Linux 4.18 Releases With Steam Controller Kernel Driver, Spectre Updates (phoronix.com)
fstack writes: Linus Torvalds has released Linux 4.18 as the newest kernel bringing a Steam Controller kernel driver, Spectre updates for ARM64, power management updates, a "Restartable Services" system call, AMD Radeon graphics driver improvements, V3D DRM as Broadcom's new graphics driver, DM writecache support, USB 3.2 support, and many other updates. Linus Torvalds wrote of the 4.18 final release: "It was a very calm week, and arguably I could just have released on schedule last week, but we did have some minor updates. Mostly networking, but some vfs race fixes (mentioned in the rc8 announcement as 'pending') and a couple of driver fixes (scsi, networking, i2c). Some other minor random things (arm crypto fix, parisc memory ordering fix)." In a separate article, Phoronix details all the changes and new features available in this release.
What a guy. Should win a Nobel prize. Best buy in tech ever.
Will this be the kernel of Ubuntu 18.10?
Get used to it: we are going to get Spectre updates for years. That one will never be completely patched in software.
They forgot to mention it now runs inside Emacs.
"What lies behind us, and what lies before us are tiny matters compared to what lies within us." Ralph Waldo Emerson
The brash braniac that he is, wonder whats his take on the ToRs...
Spectre is mostly tweaks of first updates because of some slight variances in each way they work. Yeah we will probably see this for some time to come.
Emacs is now part of systemd. It can now be used to edit binary blobs. Ascii file support has been deprecated in the new systemd.emacs.
why we need a kernel driver for a gaming device ? surely there is some userland service or something that can talk usb hid ?
get used to it, systemd is it, linus' kernel is just ancillary to systemd
The Steam Controller, is a hand controller for playing Steam games.
It is not, disappointingly, a gadget for controlling steam engines.
"Nine times out of ten, starting a fire is not the best way to solve the problem." - my wife
They retire that pile of shit yet or is Poettering still sucking everyone's dicks to keep it?
Oh Aaaachie.
I know you're being facetious, but for the uninformed audience out there: TFA was about the Linux kernel. systemd is not a component of the kernel.
Man, I knwe Linux was all about supporting old devices, but this is Steampunk-grade.
Singularity: a belief in the "God" idea with the "demiurge" relation inverted.
Predictable retard prize for whining about systemd offtopic in a kernel thread.
The annoying part about SystemD is that like PulseAudio, a previous Pottering project known to be a buggy mess (at least until some more competent management came in and fixed it), it's a genuinely needed replacement for something aging and badly outdated.
Unfortunately people are too aware of the pitfalls of NIH syndrome so you're not going to be able to get enough members of the open source community to create a competently done init replacement to replace an incompetently done one that still (somewhat) works.
"Why should I want to make anything up?

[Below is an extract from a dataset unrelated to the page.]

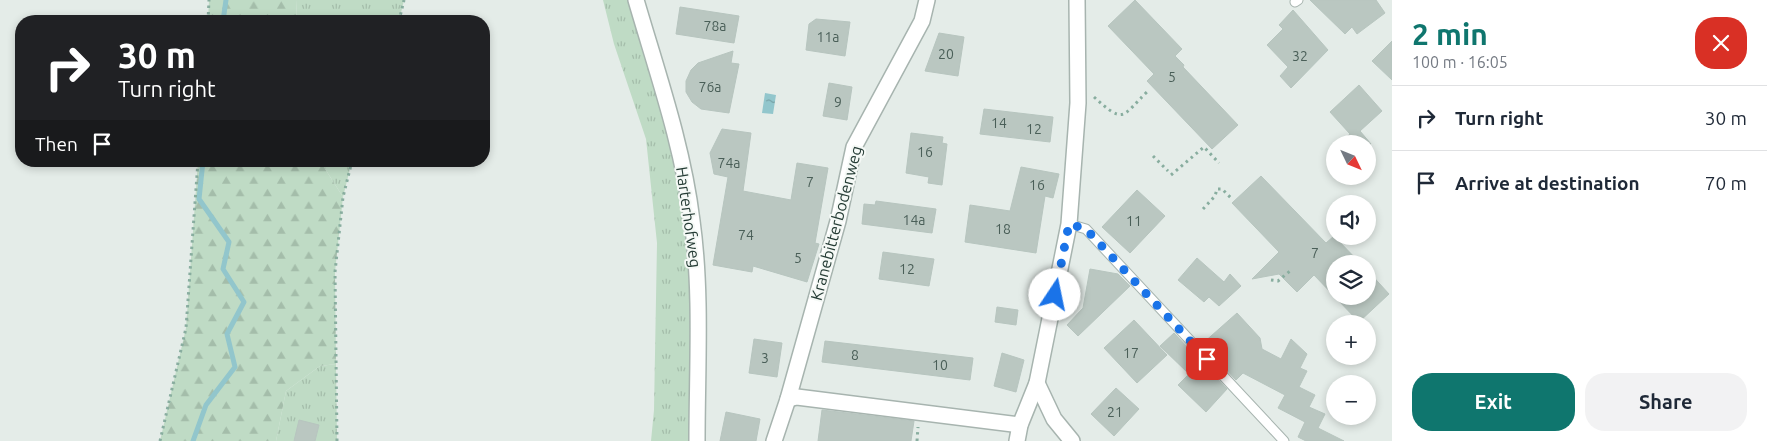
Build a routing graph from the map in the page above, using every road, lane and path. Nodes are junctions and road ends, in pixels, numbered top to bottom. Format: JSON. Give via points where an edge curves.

Life's bad enough as it is without wanting to invent any more of it."
Why not trying by yourself?
If the procedure to update kernel looks complex, you may just use the Ukuu very simple updater (actually just a wrapper, with nice explanations, and even available within U. app store itself IIRC).
I for one am using the latest 4.17 kernel (from two days ago), installed via Ukuu, on all my Ubuntu 16 LTS machines*.

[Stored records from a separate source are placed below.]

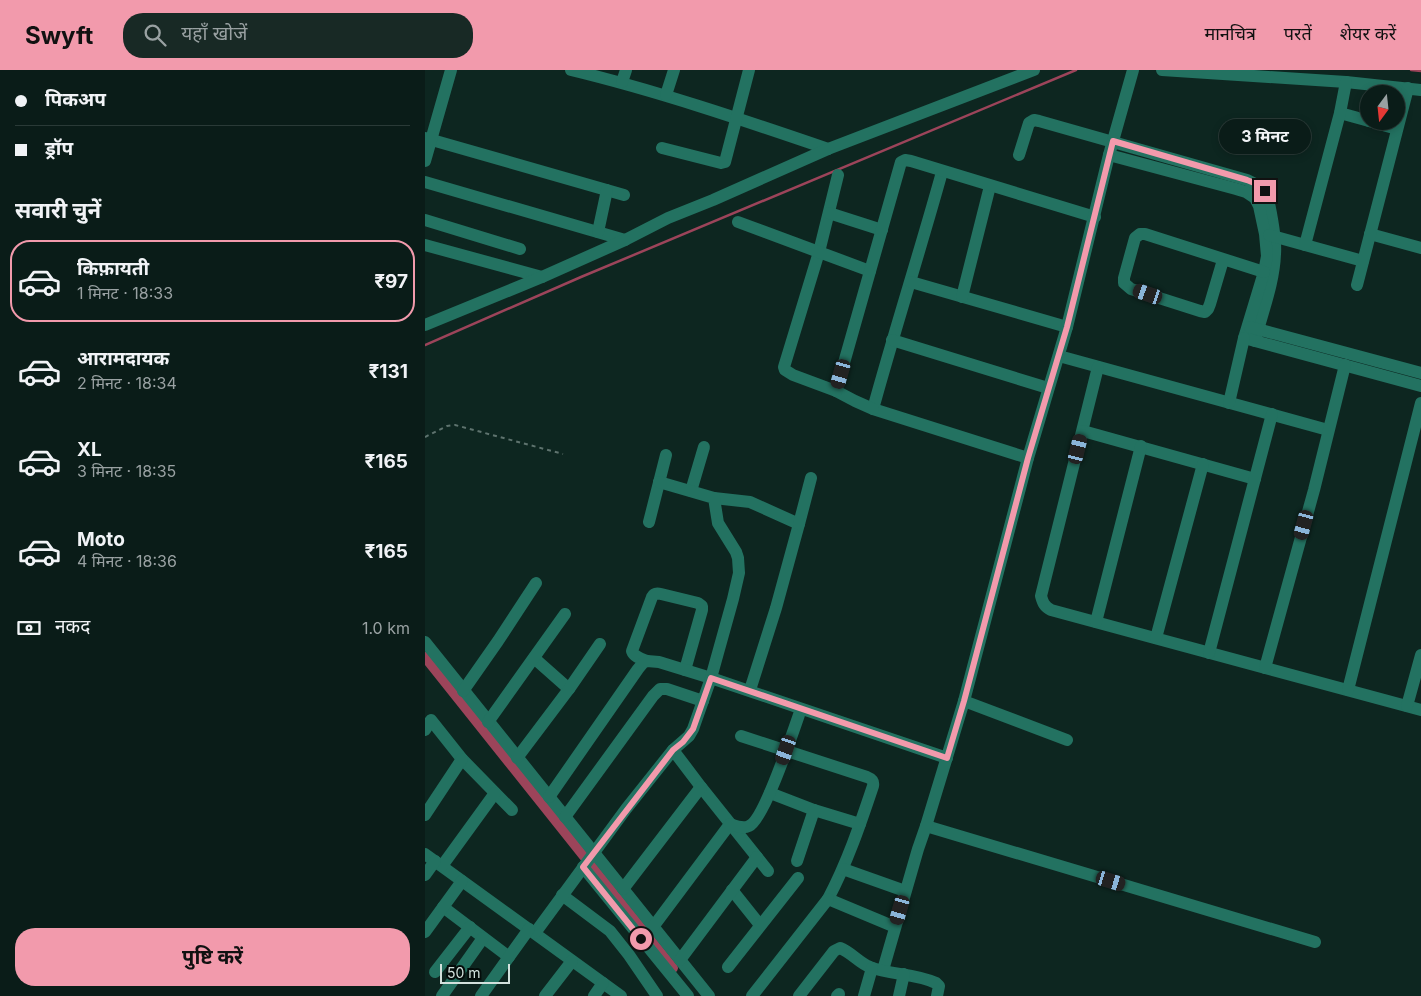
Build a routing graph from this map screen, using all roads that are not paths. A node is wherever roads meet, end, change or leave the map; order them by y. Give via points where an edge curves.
1 (451, 70) edge
2 (571, 70) edge
3 (674, 70) edge
4 (748, 70) edge
5 (1033, 70) edge
6 (1133, 70) edge
7 (1162, 70) edge
8 (624, 76) edge
9 (1346, 82) junction
10 (1415, 89) edge
11 (666, 95) junction
12 (1405, 111) edge
13 (1340, 113) junction
14 (736, 118) junction
15 (1360, 119) edge
16 (1397, 130) edge
17 (428, 139) edge
18 (1113, 141) junction
19 (663, 148) dead end
20 (828, 150) junction
21 (1109, 155) junction
22 (1019, 156) dead end
23 (425, 161) edge
24 (943, 172) junction
25 (838, 175) dead end
26 (425, 182) edge
27 (990, 186) junction
28 (607, 190) junction
29 (624, 195) dead end
30 (829, 213) junction
31 (1095, 217) junction
32 (425, 220) edge
33 (738, 222) dead end
34 (449, 227) junction
35 (882, 230) junction
36 (597, 232) junction
37 (1370, 234) junction
38 (1270, 235) junction
39 (484, 238) junction
40 (625, 240) junction
41 (425, 244) edge
42 (1305, 245) junction
43 (1421, 248) edge
44 (520, 249) dead end
45 (443, 250) junction
46 (819, 252) junction
47 (478, 258) junction
48 (1223, 260) junction
49 (1363, 261) junction
50 (870, 271) junction
51 (1264, 272) junction
52 (542, 277) junction
53 (911, 282) junction
54 (1357, 285) dead end
55 (962, 297) junction
56 (425, 325) edge
57 (1067, 327) junction
58 (1251, 334) junction
59 (892, 340) junction
60 (1059, 356) junction
61 (1345, 365) junction
62 (1098, 367) junction
63 (1421, 373) edge
64 (1421, 386) edge
65 (1048, 388) junction
66 (836, 391) junction
67 (1229, 403) junction
68 (1421, 403) edge
69 (873, 408) junction
70 (1272, 414) junction
71 (1328, 430) junction
72 (1083, 431) junction
73 (1141, 446) junction
74 (705, 447) dead end
75 (666, 455) dead end
76 (1028, 458) junction
77 (1203, 464) junction
78 (811, 478) dead end
79 (1255, 479) junction
80 (659, 482) junction
81 (691, 492) junction
82 (714, 498) junction
83 (649, 522) dead end
84 (799, 524) junction
85 (536, 583) dead end
86 (565, 614) dead end
87 (1096, 622) junction
88 (1156, 638) junction
89 (600, 644) dead end
90 (427, 648) edge
91 (1209, 652) junction
92 (1421, 655) edge
93 (533, 658) junction
94 (647, 661) junction
95 (1265, 668) junction
96 (685, 670) junction
97 (711, 678) junction
98 (569, 689) junction
99 (749, 690) junction
100 (1348, 690) junction
101 (463, 691) junction
102 (703, 701) junction
103 (964, 701) junction
104 (1407, 706) junction
105 (801, 709) junction
106 (1421, 710) edge
107 (427, 720) edge
108 (488, 722) junction
109 (741, 736) dead end
110 (1067, 740) dead end
111 (673, 750) junction
112 (786, 750) junction
113 (517, 758) junction
114 (947, 758) junction
115 (462, 759) junction
116 (701, 787) junction
117 (495, 793) junction
118 (770, 793) junction
119 (549, 797) junction
120 (512, 810) dead end
121 (814, 810) junction
122 (425, 815) edge
123 (565, 817) junction
124 (730, 824) junction
125 (861, 824) junction
126 (926, 826) junction
127 (757, 857) junction
128 (434, 860) edge
129 (589, 860) junction
130 (797, 861) dead end
131 (843, 869) junction
132 (768, 871) dead end
133 (425, 875) edge
134 (799, 878) dead end
135 (462, 881) junction
136 (623, 889) junction
137 (732, 890) junction
138 (905, 892) junction
139 (562, 895) junction
140 (828, 900) junction
141 (443, 907) junction
142 (760, 925) junction
143 (470, 927) junction
144 (653, 927) junction
145 (895, 928) junction
146 (532, 931) junction
147 (425, 932) edge
148 (483, 938) junction
149 (1315, 942) dead end
150 (509, 958) junction
151 (680, 960) junction
152 (572, 961) junction
153 (728, 966) dead end
154 (878, 969) junction
155 (435, 972) dead end
156 (904, 974) junction
157 (603, 983) junction
158 (652, 994) edge
159 (442, 996) edge
160 (481, 996) edge
161 (545, 996) edge
162 (593, 996) edge
163 (621, 996) edge
164 (687, 996) edge
165 (709, 996) edge
166 (752, 996) edge
167 (799, 996) edge
168 (864, 996) edge
169 (899, 996) edge
170 (937, 996) edge

1 - 17 street
2 - 8 street
3 - 11 street
4 - 14 street
5 - 20 street
6 - 18 street
7 - 9 street
8 - 11 street
9 - 10 street
9 - 13 street
10 - 12 street
11 - 14 street
13 - 15 street
13 - 42 street
14 - 19 street via 723,163
14 - 20 street
16 - 37 street
17 - 23 street
17 - 28 street
18 - 21 street
18 - 22 street via 1034,120 1029,123
18 - 38 street via 1259,185 1268,200
20 - 40 street via 668,218
21 - 31 street
21 - 38 street via 1246,192 1255,198
24 - 27 street
24 - 35 street via 911,161 901,162
24 - 53 street
25 - 30 street
26 - 36 street
27 - 31 street
27 - 55 street
28 - 29 street
28 - 36 street
30 - 35 street
30 - 46 street
31 - 57 street
32 - 34 street
33 - 46 street
34 - 39 street
34 - 45 street
35 - 50 street
36 - 40 street
37 - 43 street
37 - 49 street
38 - 42 street
38 - 51 street
38 - 58 street via 1275,254 1273,277
39 - 44 street
39 - 47 street
40 - 52 street
41 - 45 street
42 - 49 street
45 - 47 street
46 - 50 street
46 - 66 street via 784,367 793,375
47 - 52 street
48 - 48 street via 1140,234 1135,238 1124,283 1131,289 1205,312
48 - 51 street
49 - 54 street
50 - 66 street
51 - 58 street
52 - 56 street
53 - 55 street
53 - 59 street
55 - 57 street
57 - 60 street
58 - 61 street
58 - 63 street
58 - 67 street
59 - 65 street
59 - 69 street
60 - 62 street
60 - 65 street
61 - 64 street
61 - 71 street
62 - 67 street
62 - 72 street
65 - 76 street
66 - 69 street
67 - 70 street
68 - 100 street
69 - 76 street
70 - 71 street
70 - 79 street
71 - 95 street
72 - 73 street
72 - 87 street via 1041,596 1045,607 1051,610
73 - 77 street
73 - 87 street
74 - 81 street
75 - 80 street
76 - 103 street
77 - 79 street
77 - 88 street
78 - 84 street
79 - 91 street
80 - 81 street
80 - 83 street
81 - 82 street
82 - 84 street via 750,502
82 - 97 street via 718,523 736,552 739,567
84 - 99 street
85 - 101 street
86 - 93 street
87 - 88 street
88 - 91 street
89 - 98 street
90 - 101 street
91 - 95 street
92 - 104 street
93 - 98 street
93 - 108 street
94 - 96 street
94 - 96 street via 632,651 652,597 657,593 702,606
94 - 119 street via 638,669
95 - 100 street
96 - 97 street
97 - 99 street
97 - 102 street
98 - 113 street
99 - 105 street
100 - 104 street
101 - 108 street
102 - 111 street via 693,729
102 - 123 street via 660,690
103 - 110 street
103 - 114 street
104 - 106 street
105 - 112 street
105 - 114 street
107 - 115 street
108 - 113 street
109 - 112 street
111 - 116 street
111 - 129 street
112 - 118 street
112 - 125 street via 872,780
113 - 119 street
114 - 126 street
115 - 117 street
115 - 122 street
116 - 124 street
116 - 136 street
117 - 120 street
117 - 128 street
118 - 121 street
118 - 124 street via 755,823 744,827
119 - 123 street
121 - 125 street
121 - 130 street
123 - 129 street
124 - 127 street
124 - 144 street
125 - 131 street
126 - 138 street
126 - 149 street
127 - 132 street
127 - 137 street
128 - 133 street
128 - 135 street
129 - 136 street
129 - 139 street
129 - 164 street
131 - 138 street
131 - 140 street
134 - 142 street
135 - 141 street
135 - 146 street
136 - 144 street
137 - 142 street
137 - 151 street
138 - 145 street
139 - 146 street
139 - 158 street via 610,931
140 - 145 street
140 - 166 street
141 - 143 street
141 - 147 street
142 - 153 street
143 - 148 street
143 - 155 street
144 - 151 street
145 - 154 street
146 - 150 street
146 - 152 street
148 - 150 street
148 - 159 street
150 - 160 street
151 - 165 street
152 - 157 street
152 - 161 street
154 - 156 street
154 - 167 street via 837,949
154 - 168 street
156 - 169 street
156 - 170 street via 936,983 939,986
157 - 162 street
157 - 163 street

(Ukuu even explains you how to proceed if you loaded a failed kernel, with a simple action to switch back to your previous one. Which happened to me once in the last 20 updates (an obviously too small download that I would now detect), and I did switch back in something like 5 mn, reboots included.)
(*) OK, two machines ;-)
Herve S.
They retire that pile of shit yet or is Poettering still sucking everyone's dicks to keep it?
Given Linus's own comments on the matter why would you think anyone who matters cares?
Wrong. There are several other init systems - that predated systemd.
And there are systemd-free distros, if that is what you want. Devuan, artix, ...
Sure, there are other init systems, but none of them are as well supported as init or SystemD. As for distros without SystemD, they're more of a developer demonstration rather than anything maintained as a proper distro meant for production use.
"Why should I want to make anything up? Life's bad enough as it is without wanting to invent any more of it."
... so there was a race condition in this linux file system ! Already knew it and posted about it... wonder if I inspired further research into this.
This bug may have caused NTFS corruption ?!? Hmmm... Running two programs at the same time accessing/writing to same file on NTFS ??? hmmmm....
MX Linux, PCLinuxOS, Devuan
While it won't replace my fast boxes for web browsing and the like, all my non-realtime crypto can be punted to it, and the rest pushed onto RPis or similiar in-order ARM processors. Maybe if we are lucky VIA or that Shenzen licensed company can produce an in-order x86 which will pass electron microscope audits and both solve the spectre sidechannel as well as avoid any obvious backdoors.